How can you build a shoe rack easily? Our step-by-step guide outlines a simple way to do it, without doors. Admittedly, it is somewhat unusual not to hide shoes behind cupboard doors or flaps. But if shoes decorate your feet, why should they suddenly look ugly in front of a wall?
The absence of doors or flaps saves material, costs and space compared to shoe cabinets. Another advantage of the open board to build a shoe rack is the optimal ventilation.
The shoes are held by rubber ropes, which hold them onto the board plate. Shoe tensioners (which you should use anyway if you want to do good for the leather) prevent the shoe tips from being compressed. Additional retaining strips below the heels are not even required for many shoe models.
Build a shoe rack: One cord holds all shoes
How many rows of shoes they can arrange on top and side depends on the space on the wall – and of course on the size of your shoes. Before building furniture, measurements are called for: no problem on the wall, with the shoes it gets a little more complicated because of different sizes and shapes. To determine the correct distances for strips and cords, see the drawing.
First consider the sizes of the shoes when you build a shoe rack. A wood remnant with corresponding rows of holes and plug-in retaining strip helps to find out the optimal distances for cord indent and exit for the rubber cord to the retaining strip.

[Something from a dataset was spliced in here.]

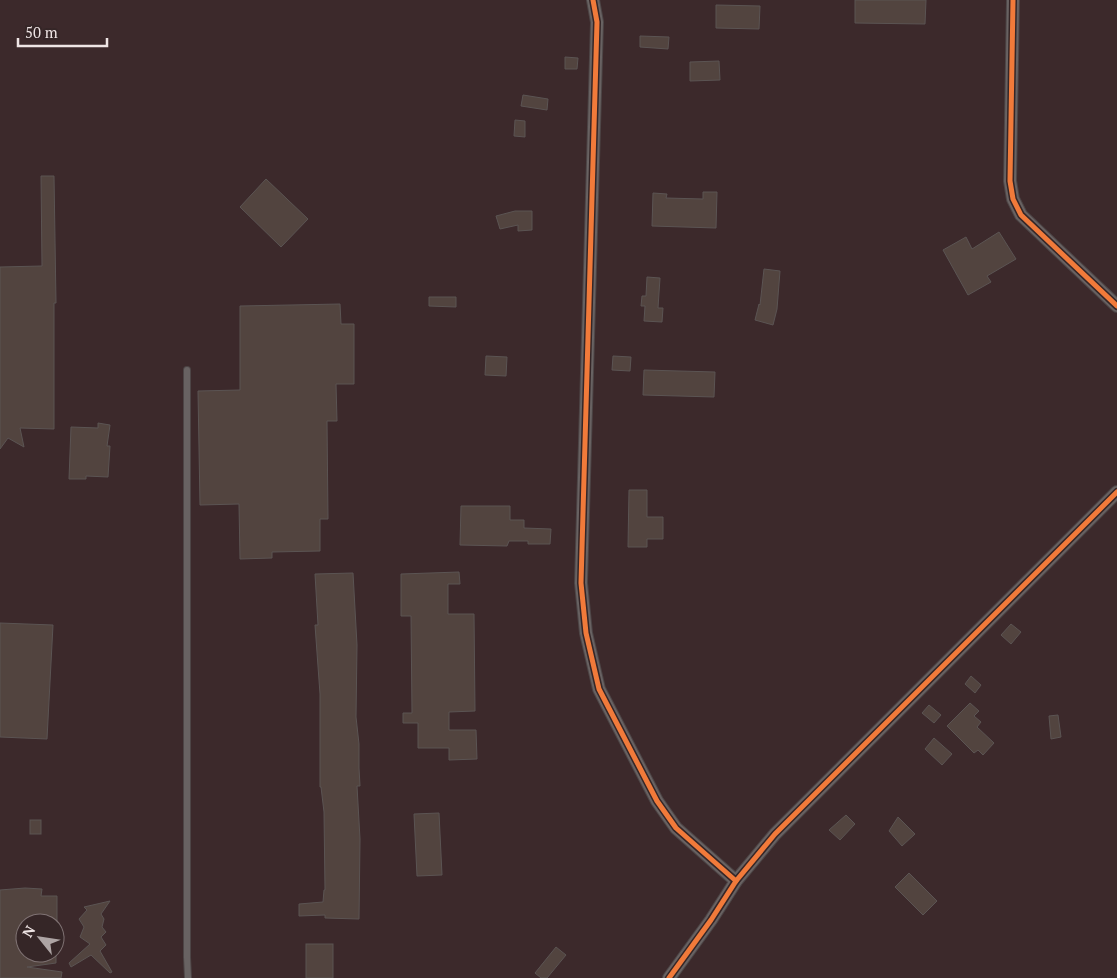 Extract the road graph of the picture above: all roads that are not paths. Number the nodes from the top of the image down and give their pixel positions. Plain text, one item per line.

Each wooden panel is suitable for the construction of the boards. If it is to be painted, MDF is a good place to be. Those who opt for a wood grain are well advised with multiplex (multilayer plywood) beech or birch. For the stiffening of the plate and as a spacer to the wall, 2 cm thick strips come to the back. Strips or aluminium angles at the front serve as slip brakes for the shoe heels. The 8 mm thick rubber ropes for holding the shoe tips are not available in every hardware store. Do not cut the cord too short, prefer to use a long piece for several pairs.
Record positions for the support strips and screw holes as well as the holes for the rubber rope and the wall mounting.
Using the drill rig to produce holes and constantly deep sinkholes for the rubber rope. Wood drill: 9 mm for the rubber band, 6 mm for wall mounting and 4 mm for screwing the support strips (3.5 mm Spax screws).
After sanding (60s grain) of the edges and surfaces apply three to four times clear varnish. Perform fine intermediate sanding with 220 grit.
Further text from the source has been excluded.